Chantal fortaleceu um pouco nas últimas horas mas enfraquecerá gradualmente com as águas mais frias e a transição para sistema extratropical , o que já é visivel no Satélite.













> *TROPICAL STORM CHANTAL ADVISORY NUMBER   3*
> NWS TPC/NATIONAL HURRICANE CENTER MIAMI FL   AL032007
> 1100 AM EDT TUE JUL 31 2007
> *...CHANTAL STRENGTHENS...BUT HEADED FOR COOLER WATERS...*
> ...




Não há muito mais a contar sobre o Chantal, a não ser o que se passou nos últimos dias. Houve alguma polémica contra o NHC sobre este sistema quando foi nomeado Invest98L. A maioria das pessoas achou um disparate e até circulou uma teoria de que era o NHC a fazer testes ao software. O tempo veio dar razão ao NHC, quase bofetada de luva branca, afinal não era um disparate nenhum, apenas boa ciência meteorológica. 

Já agora, sobre o processo de definição dos INVEST's, que podem ser decididos quer pelo NHC quer por outras entidades como o NRL, deixo aqui este texto que explica quem decide, o sistema de numeração, os testes que na verdade existem, mas com regras bem definidas, etc:



> *Invests or areas of interest*
> As outlined in the National Hurricane Operations Plan in section
> 4.3.3, the numbering system is as follows:
> 
> ...


----------



## Rogério Martins (31 Jul 2007 às 19:22)

*Re: 2007-Atlântico-03-Chantal*

Vince nao leves a mal mas achei muito estranho essa tempestades ter-se intensificado salvo erro ao largo da costa leste dos E.U.A....e que inda por cima vem para direcção da Europa.....


isto cheira-me a algo que devemos prosseguir com o estudo e a observação...e que pode muito bem vir a formar-se outras e essas nao chegarem a atingir os EUA mas sim virem na direcção a Europa....calate boca....


Hasta


----------



## Minho (31 Jul 2007 às 23:30)

*Re: 2007-Atlântico-03-Chantal*

De facto pelo sítio onde se formou parece estar já condenado...

Venha o *Dean*!


----------



## Vince (1 Ago 2007 às 00:28)

*Re: 2007-Atlântico-03-Chantal*



Rogério Martins disse:


> Vince nao leves a mal mas achei muito estranho essa tempestades ter-se intensificado salvo erro ao largo da costa leste dos E.U.A....e que inda por cima vem para direcção da Europa.....



Na costa leste dos EUA não é excepcional.
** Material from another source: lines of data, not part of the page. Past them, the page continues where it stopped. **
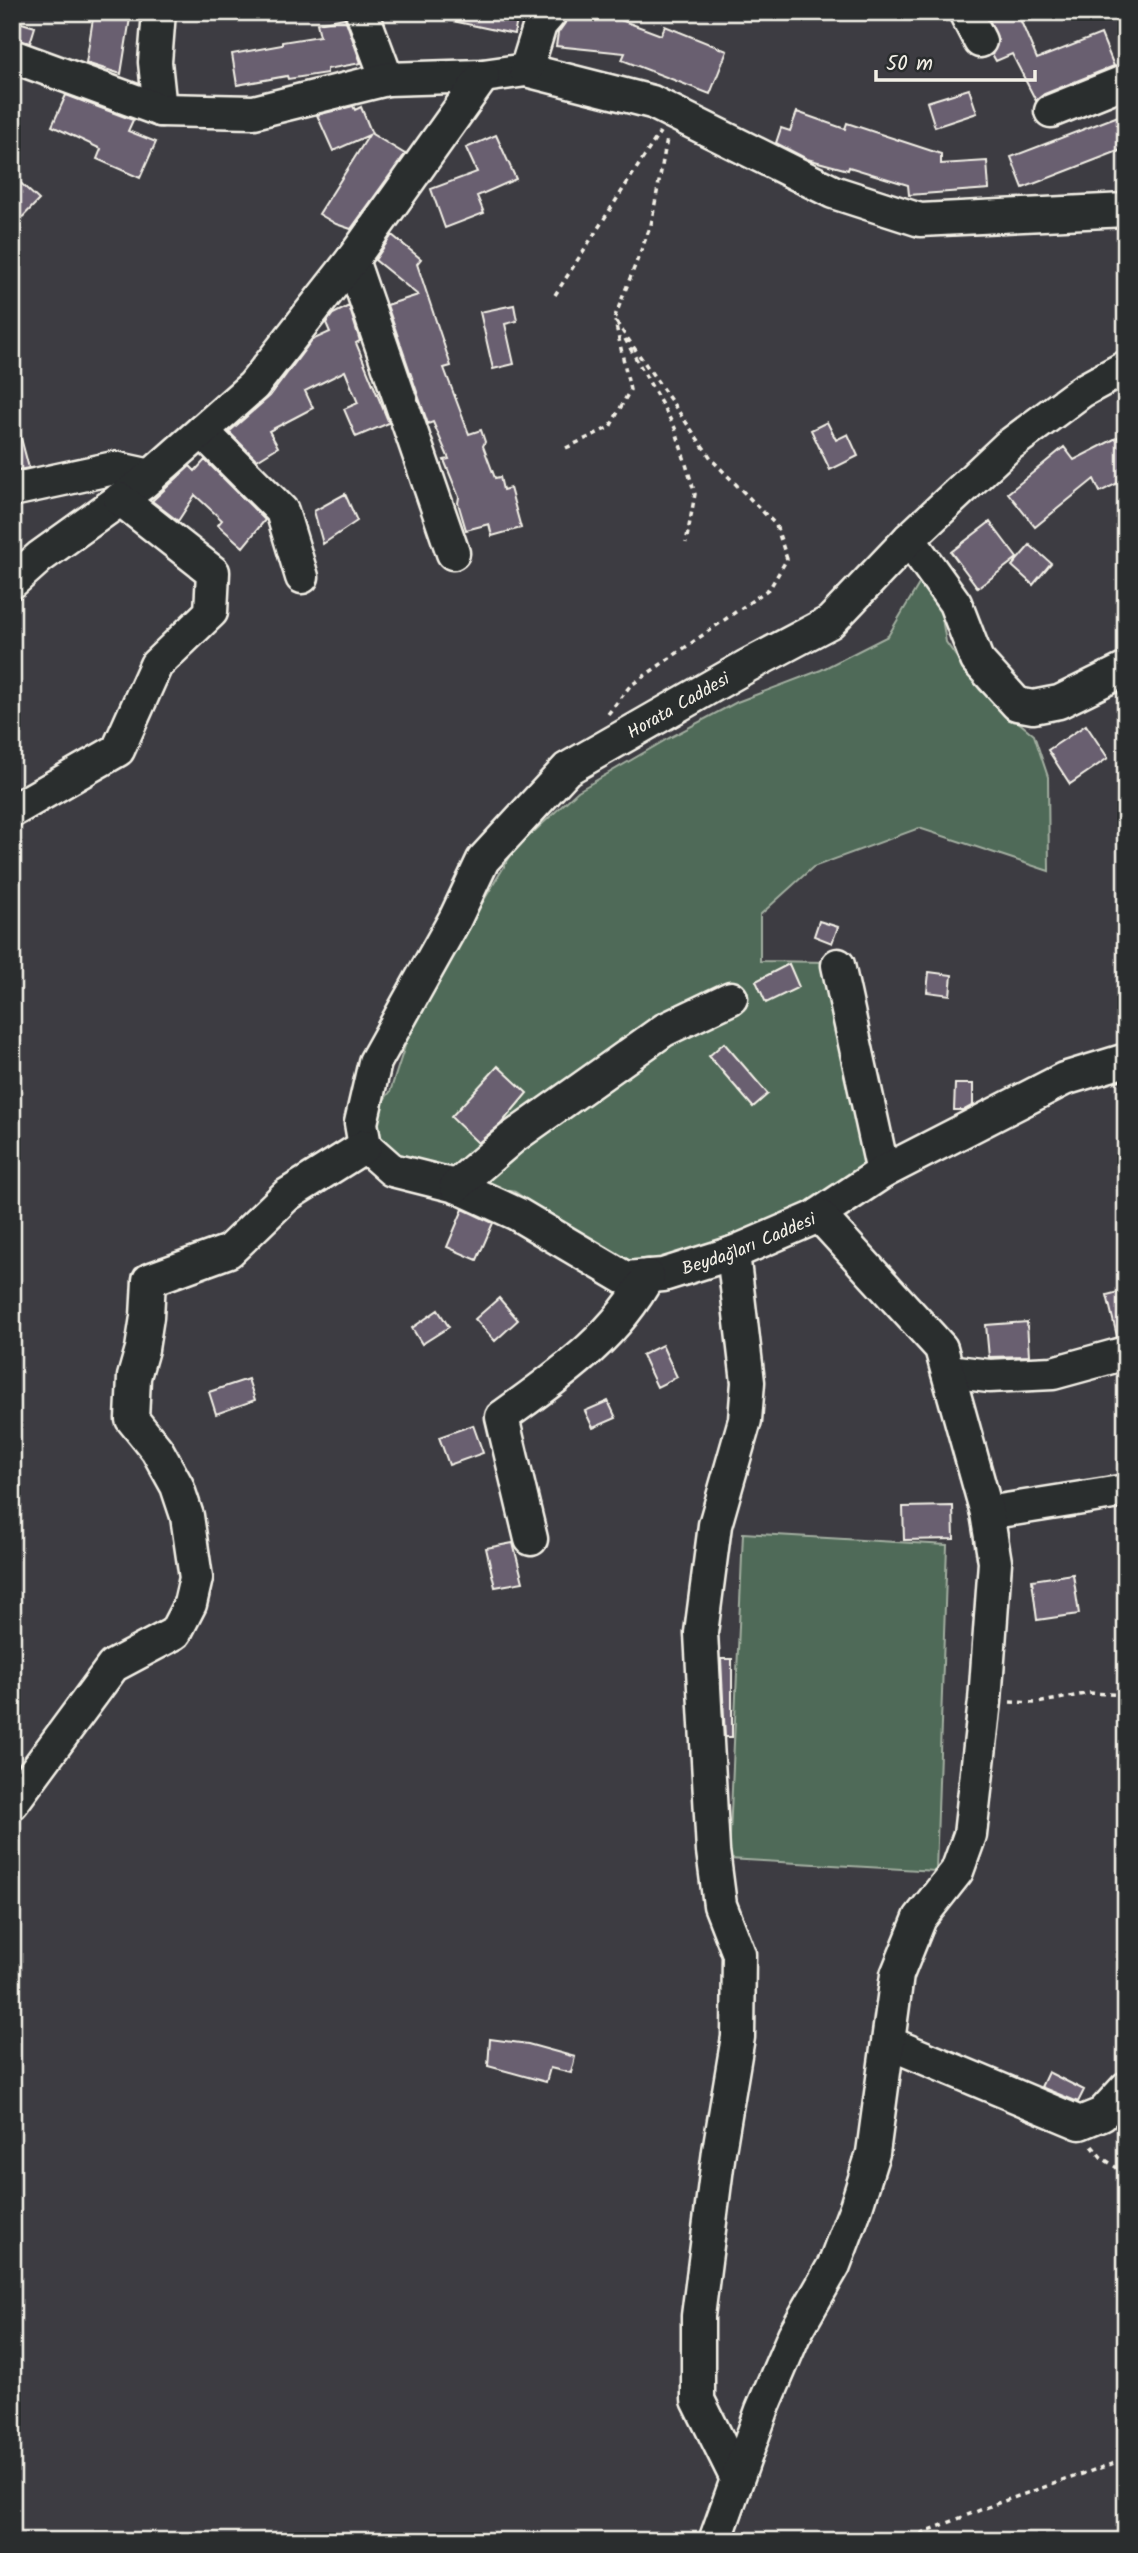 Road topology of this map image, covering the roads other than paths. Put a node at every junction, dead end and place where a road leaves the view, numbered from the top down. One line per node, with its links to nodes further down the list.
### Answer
1 (159, 12): 11 (street)
2 (362, 12): 9 (street)
3 (965, 12): 5 (street)
4 (544, 17): 7 (street)
5 (980, 41)
6 (12, 56): 11 (street)
7 (526, 70): 8 (street); 13 (street)
8 (482, 76): 9 (street); 14 (street)
9 (387, 79): 11 (street)
10 (1126, 81): 12 (street)
11 (160, 110)
12 (1051, 111)
13 (1126, 210)
14 (352, 260): 16 (street); 21 (street)
15 (1126, 367): 20 (street, Horata Caddesi)
16 (202, 430): 17 (street); 22 (street)
17 (151, 476): 18 (street); 19 (street)
18 (12, 490)
19 (120, 499): 23 (street); 25 (street)
20 (909, 539): 24 (street); 29 (street, Horata Caddesi)
21 (453, 553)
22 (302, 577)
23 (12, 582)
24 (1126, 668)
25 (12, 811)
26 (838, 965): 30 (street)
27 (731, 998): 31 (street)
28 (1126, 1060): 30 (street, Beydağları Caddesi)
29 (365, 1146): 31 (street, Beydağları Caddesi); 40 (street)
30 (883, 1172): 32 (street, Beydağları Caddesi)
31 (456, 1186): 34 (street, Beydağları Caddesi)
32 (819, 1215): 33 (street, Beydağları Caddesi); 36 (street)
33 (733, 1253): 34 (street, Beydağları Caddesi); 43 (street)
34 (648, 1276): 39 (street)
35 (1126, 1353): 36 (street)
36 (948, 1371): 38 (street)
37 (1126, 1491): 38 (street)
38 (987, 1513): 41 (street)
39 (531, 1539)
40 (12, 1803)
41 (889, 2043): 42 (street); 43 (street)
42 (1126, 2088)
43 (737, 2479): 44 (street)
44 (715, 2541) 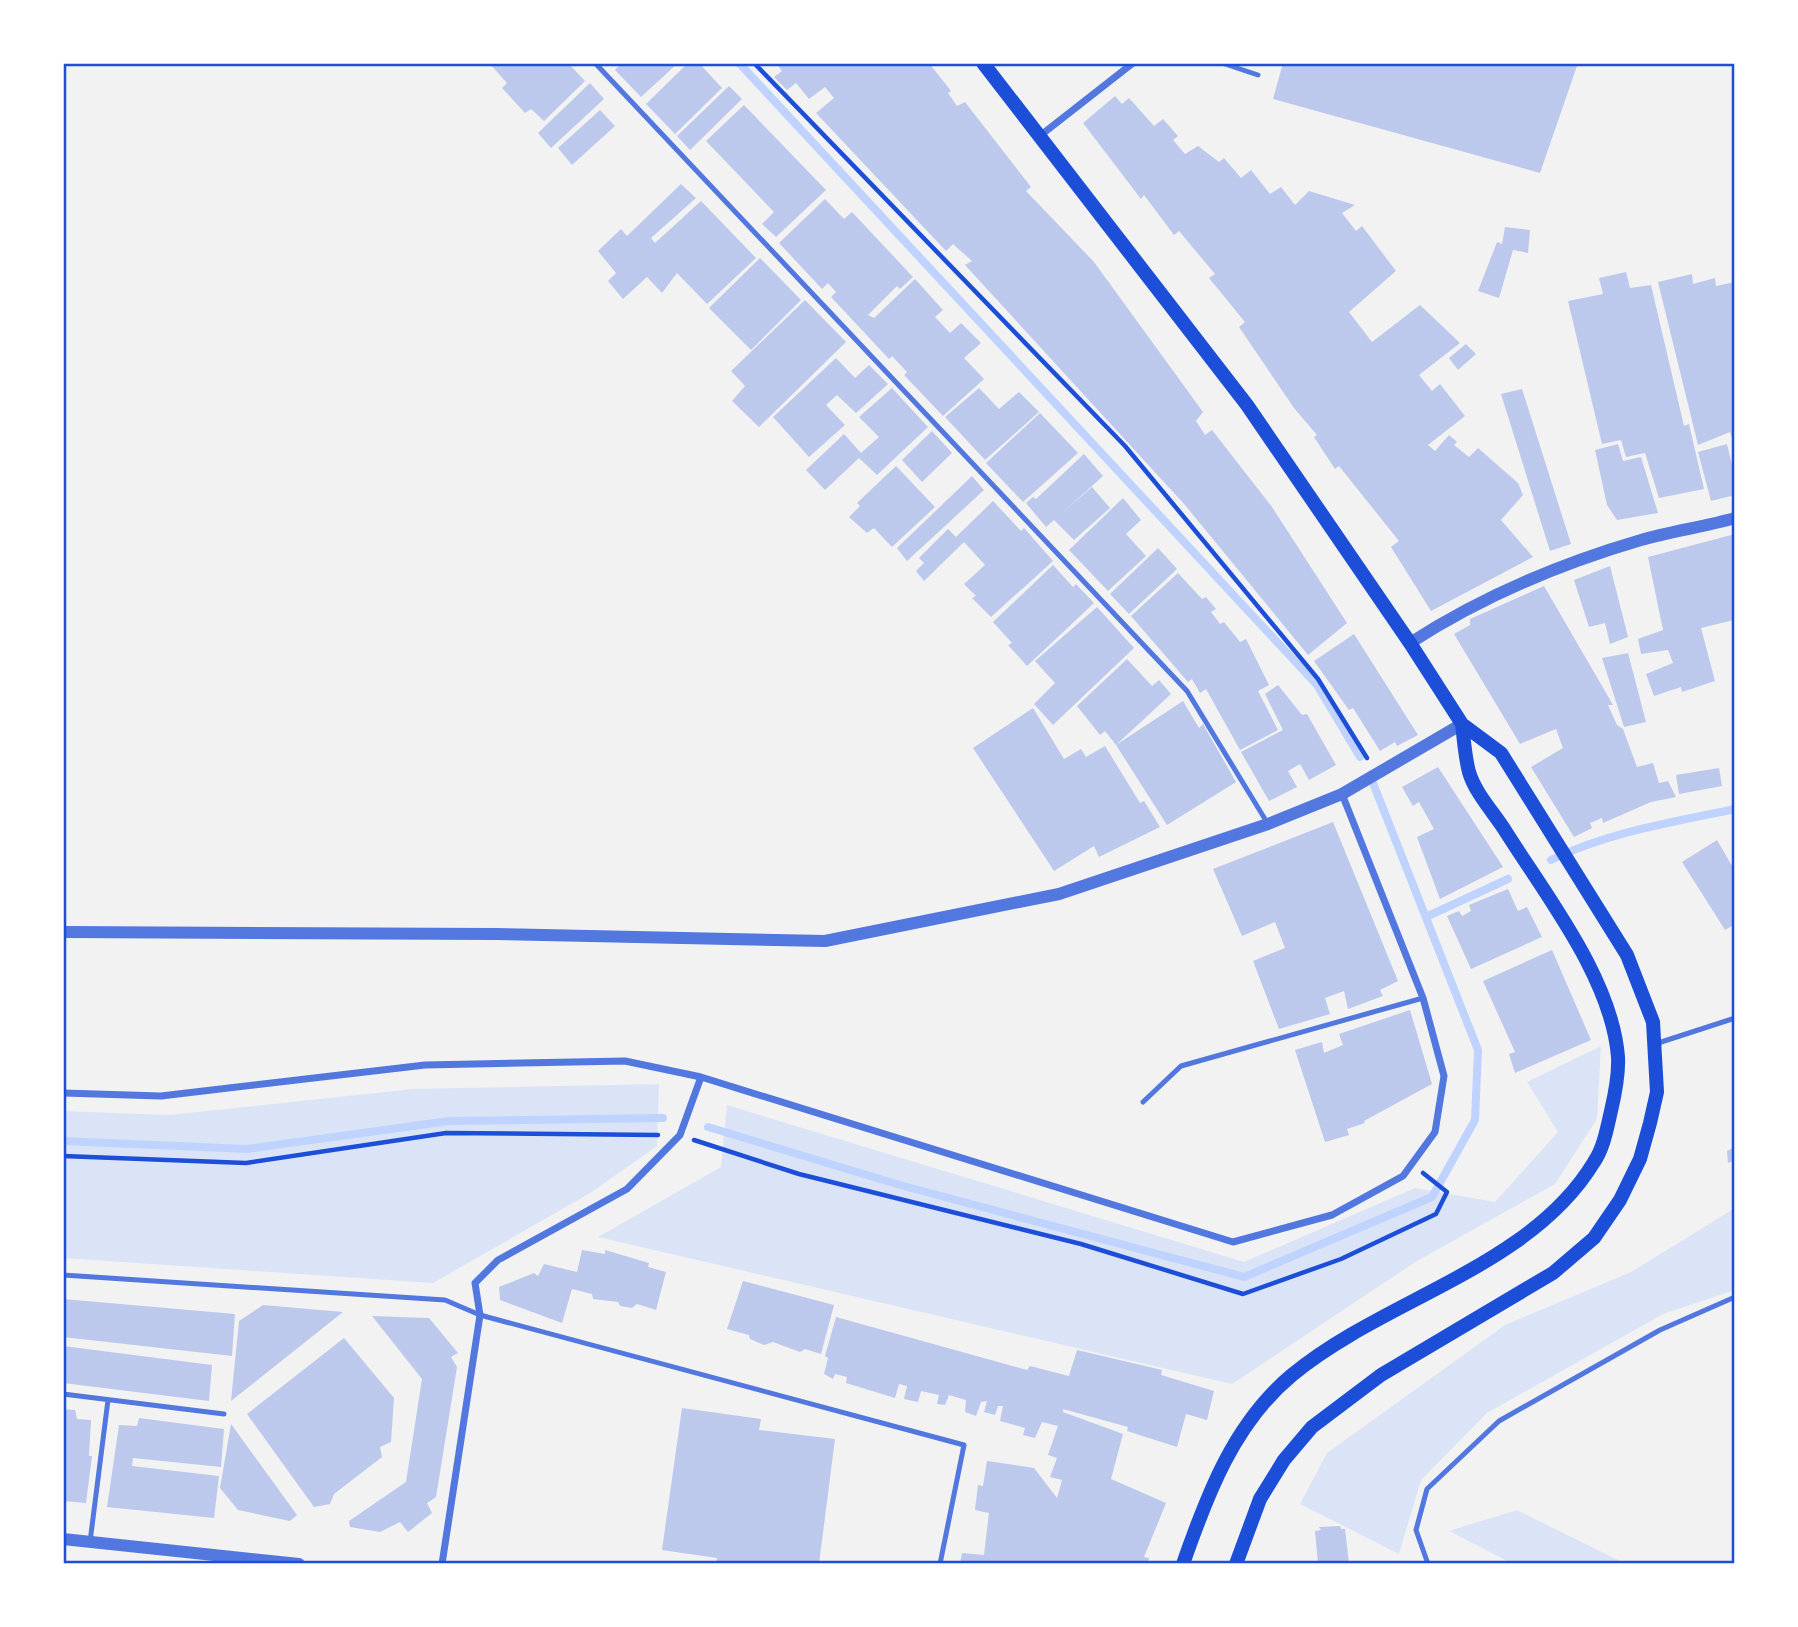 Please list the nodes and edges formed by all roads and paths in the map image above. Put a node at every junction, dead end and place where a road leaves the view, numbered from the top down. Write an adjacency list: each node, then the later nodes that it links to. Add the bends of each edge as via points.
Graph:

Não te esqueças da corrente quente do Golfo.






Bastante mais surpreendente foi o furacão Alex, o primeiro ciclone da época em 2004, a 3 de Agosto. Tornou-se um poderoso Cat3 aos 40N, o que só tinha acontecido uma vez acima dos 38N de acordo com os registos existentes.










Pode não ser frequente o Chantal formar-se e ter um nome numa latitude tão a norte, que é a de Portugal por acaso, mas neste caso o sistema já vinha de mais a sul, das Bahamas. E toda essa região, bem como o golfo do México  tem estado bastante activa, com muitas trovoadas, muito ar quente, humido e instável desde há semanas, é até provável que teremos mais um Invest um pouco a sul do Chantal em breve.


----------



## Vince (1 Ago 2007 às 11:23)

*Re: 2007-Atlântico-03-Chantal*

O último alerta emitido pelo NHC, pois o sistema agora é extratropical, e a responsabilidade passa a ser do NWS (National Weather Service) e de outras entidades.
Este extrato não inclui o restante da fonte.